Les rapports entre Marcel Godin et l'Université de Napierville datent de sa première rencontre avec le
Professeur
vers la fin des années quatre-vingt lorsque le premier s'est adressé au second dans le but de fonder une association pour venir en aide aux étudiants moins doués physiquement et qui éprouvaient
alors certaines difficultés à suivre le programme (et les exercices rigoureux qui l'accompagnent) de la Faculté de Lettres de l'Université de Napierville. - Voir à Olaf
de Huygens-Tremblay.
Cette initiative a débouché, on le sait, sur la société d'entraide pour les non-diplômés qui, elle-même, a donné naissance, sous l'énergique, autoritaire et résolue
férule de Marcel Godin, à la FIP (Fédération International des Perdants) et, plus tard, à l'IOL (The International Order of Losers).

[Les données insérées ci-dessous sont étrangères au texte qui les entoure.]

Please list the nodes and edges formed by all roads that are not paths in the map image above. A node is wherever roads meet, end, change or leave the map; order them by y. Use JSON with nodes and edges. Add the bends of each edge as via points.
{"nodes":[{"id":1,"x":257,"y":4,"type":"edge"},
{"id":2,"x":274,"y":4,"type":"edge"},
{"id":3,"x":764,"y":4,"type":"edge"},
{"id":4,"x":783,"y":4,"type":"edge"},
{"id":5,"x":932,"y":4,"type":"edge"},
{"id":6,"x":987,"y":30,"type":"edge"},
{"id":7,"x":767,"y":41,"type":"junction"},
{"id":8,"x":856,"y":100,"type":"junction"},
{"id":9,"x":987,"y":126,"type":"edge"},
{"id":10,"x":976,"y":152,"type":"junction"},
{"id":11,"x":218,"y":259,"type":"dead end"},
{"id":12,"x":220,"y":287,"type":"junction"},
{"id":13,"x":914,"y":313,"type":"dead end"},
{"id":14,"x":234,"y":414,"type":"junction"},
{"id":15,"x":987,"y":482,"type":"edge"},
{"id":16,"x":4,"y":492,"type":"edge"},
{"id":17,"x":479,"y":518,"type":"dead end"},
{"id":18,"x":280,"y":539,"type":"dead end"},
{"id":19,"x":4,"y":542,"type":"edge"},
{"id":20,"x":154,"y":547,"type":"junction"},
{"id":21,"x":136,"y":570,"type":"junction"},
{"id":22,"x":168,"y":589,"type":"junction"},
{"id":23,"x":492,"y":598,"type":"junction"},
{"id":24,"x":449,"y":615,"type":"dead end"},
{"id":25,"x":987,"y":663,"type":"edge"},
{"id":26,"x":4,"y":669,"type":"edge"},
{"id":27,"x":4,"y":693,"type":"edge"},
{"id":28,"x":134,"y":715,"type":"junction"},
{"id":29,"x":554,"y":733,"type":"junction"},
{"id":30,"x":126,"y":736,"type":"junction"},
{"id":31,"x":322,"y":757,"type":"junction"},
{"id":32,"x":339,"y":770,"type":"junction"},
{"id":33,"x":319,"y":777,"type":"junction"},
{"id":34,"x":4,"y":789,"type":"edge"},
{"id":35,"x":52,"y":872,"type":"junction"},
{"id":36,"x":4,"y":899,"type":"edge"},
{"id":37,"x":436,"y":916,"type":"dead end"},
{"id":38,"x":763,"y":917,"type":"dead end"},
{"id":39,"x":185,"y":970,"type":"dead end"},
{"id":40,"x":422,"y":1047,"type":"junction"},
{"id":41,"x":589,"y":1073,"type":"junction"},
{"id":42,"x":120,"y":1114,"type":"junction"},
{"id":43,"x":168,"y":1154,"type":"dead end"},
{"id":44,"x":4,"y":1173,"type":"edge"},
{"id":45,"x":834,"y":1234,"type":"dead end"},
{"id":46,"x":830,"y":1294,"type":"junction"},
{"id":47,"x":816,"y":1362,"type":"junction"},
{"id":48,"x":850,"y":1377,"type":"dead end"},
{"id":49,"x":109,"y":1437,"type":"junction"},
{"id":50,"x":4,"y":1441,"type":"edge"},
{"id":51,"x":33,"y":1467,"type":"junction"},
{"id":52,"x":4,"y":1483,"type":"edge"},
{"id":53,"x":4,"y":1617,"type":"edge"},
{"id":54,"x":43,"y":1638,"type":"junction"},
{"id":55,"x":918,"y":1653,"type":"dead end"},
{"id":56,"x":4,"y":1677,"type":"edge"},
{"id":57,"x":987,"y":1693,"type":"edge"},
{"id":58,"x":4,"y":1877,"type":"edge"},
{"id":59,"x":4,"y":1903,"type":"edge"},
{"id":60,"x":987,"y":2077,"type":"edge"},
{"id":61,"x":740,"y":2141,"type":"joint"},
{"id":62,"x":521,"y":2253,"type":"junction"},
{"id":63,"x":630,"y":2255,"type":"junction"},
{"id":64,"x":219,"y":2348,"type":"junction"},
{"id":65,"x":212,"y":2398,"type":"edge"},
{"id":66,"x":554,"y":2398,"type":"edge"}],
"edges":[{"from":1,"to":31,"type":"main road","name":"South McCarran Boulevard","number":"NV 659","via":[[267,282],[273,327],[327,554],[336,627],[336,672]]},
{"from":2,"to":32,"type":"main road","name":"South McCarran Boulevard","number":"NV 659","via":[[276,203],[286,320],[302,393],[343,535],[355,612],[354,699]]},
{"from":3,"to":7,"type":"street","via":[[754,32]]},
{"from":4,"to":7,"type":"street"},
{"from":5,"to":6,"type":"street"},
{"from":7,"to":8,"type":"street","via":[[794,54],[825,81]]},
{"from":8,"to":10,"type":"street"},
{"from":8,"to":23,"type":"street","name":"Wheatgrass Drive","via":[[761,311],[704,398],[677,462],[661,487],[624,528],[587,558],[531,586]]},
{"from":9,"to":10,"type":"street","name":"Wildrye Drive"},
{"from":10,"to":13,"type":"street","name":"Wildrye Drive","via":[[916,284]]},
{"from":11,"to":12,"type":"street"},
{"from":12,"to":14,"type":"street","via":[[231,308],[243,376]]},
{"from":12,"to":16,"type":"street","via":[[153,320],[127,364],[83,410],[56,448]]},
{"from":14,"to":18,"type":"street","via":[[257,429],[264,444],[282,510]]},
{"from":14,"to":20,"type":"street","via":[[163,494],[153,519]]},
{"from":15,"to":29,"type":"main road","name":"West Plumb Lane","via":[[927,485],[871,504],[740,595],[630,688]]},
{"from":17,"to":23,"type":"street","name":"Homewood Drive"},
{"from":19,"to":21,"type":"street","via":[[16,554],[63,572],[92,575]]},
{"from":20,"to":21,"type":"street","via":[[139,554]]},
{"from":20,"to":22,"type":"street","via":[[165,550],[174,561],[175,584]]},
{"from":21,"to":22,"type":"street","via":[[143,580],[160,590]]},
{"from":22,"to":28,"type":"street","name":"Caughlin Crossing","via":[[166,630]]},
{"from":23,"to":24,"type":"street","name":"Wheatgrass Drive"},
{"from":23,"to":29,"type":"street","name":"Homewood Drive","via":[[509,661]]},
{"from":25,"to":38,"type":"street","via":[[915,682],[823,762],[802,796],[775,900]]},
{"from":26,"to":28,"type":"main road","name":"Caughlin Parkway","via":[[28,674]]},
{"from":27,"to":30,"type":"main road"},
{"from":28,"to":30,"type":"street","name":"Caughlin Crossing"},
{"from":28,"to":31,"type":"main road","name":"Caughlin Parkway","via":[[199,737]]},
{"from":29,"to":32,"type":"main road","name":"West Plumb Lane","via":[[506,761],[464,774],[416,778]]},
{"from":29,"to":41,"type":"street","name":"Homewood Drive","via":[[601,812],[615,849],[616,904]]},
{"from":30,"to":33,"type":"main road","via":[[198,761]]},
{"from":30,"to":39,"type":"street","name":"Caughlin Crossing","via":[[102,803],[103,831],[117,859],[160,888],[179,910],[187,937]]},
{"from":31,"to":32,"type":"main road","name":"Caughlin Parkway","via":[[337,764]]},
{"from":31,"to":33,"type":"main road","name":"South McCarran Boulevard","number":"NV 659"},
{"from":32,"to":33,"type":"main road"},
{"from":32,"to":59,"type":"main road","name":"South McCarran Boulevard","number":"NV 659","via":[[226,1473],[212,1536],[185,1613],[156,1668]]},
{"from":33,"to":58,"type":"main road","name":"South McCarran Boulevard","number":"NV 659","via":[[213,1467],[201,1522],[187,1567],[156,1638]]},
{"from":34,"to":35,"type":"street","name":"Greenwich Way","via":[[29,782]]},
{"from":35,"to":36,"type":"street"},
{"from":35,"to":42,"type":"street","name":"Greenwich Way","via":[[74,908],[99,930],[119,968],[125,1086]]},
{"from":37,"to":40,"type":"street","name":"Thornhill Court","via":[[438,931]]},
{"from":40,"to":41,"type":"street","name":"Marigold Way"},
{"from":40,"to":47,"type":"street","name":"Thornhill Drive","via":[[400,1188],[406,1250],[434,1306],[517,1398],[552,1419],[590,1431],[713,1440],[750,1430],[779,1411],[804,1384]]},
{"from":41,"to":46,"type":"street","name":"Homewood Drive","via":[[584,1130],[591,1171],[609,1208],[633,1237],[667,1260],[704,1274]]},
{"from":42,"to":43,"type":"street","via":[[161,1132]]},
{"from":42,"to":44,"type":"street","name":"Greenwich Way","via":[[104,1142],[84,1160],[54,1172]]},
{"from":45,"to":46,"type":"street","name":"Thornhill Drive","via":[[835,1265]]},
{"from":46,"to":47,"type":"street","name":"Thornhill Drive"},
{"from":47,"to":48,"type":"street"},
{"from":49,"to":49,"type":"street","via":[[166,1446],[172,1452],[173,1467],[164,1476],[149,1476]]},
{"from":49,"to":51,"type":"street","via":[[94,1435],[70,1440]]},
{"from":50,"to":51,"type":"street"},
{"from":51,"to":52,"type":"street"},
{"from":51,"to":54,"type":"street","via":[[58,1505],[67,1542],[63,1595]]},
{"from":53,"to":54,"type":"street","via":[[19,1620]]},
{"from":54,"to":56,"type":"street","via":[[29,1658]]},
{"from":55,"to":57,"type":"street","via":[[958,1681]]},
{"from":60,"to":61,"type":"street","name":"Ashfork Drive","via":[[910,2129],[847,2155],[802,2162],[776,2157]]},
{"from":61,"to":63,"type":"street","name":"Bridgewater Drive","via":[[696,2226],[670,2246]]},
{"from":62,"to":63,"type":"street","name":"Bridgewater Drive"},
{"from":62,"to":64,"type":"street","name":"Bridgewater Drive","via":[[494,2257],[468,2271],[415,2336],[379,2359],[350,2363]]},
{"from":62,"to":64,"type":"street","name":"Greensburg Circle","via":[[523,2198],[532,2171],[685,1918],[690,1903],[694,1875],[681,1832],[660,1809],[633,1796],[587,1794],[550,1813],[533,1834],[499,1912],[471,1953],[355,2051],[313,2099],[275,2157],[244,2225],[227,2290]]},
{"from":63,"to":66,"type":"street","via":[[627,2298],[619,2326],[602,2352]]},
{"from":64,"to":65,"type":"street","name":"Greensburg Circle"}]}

Comptant de facto quelques cinq milliards de membres - plus ou moins six ou sept cent millions - (parce que cette
Fédération accueille en sons sein, sans les formalités d'une demande d'admission, tous les perdants du monde entier), on peut parler d'une réussite à tous les nouveaux d'où le dilemme dans
lequel Marcel s'est placé en fondant cet important mouvement. (Pour plus de renseignements à ce sujet, cliquez ici.)
N'eût été que de cette contribution, le nom de Marcel Godin serait déjà inscrit au tableau d'honneur de l'UdeNap mais il y a plus :
En 1991 et 1992, les conférences qu'il est venu donner sur l'art de reconnaître les différents types d'imitation de travertin dans les reliures du XVIIe siècle ont eu,
d'abord, un franc succès puis, nommé écrivain résident en 1995, il a écrit depuis ce temps - à lui tout seul ou en collaboration avec Olaf de Huygens-Tremblay, l'actuel
titulaire
de la Chaire de la Faculté de Lettres de l'UdeNap (voir ci-dessus) - des dizaines de chorégraphies dont la plus célèbre, Écrits-Sauts (sur des poèmes de son ami et poète, Paul-Marie
Lapointe [2]) qui sont et resteront sans doute au programme pour des années à venir.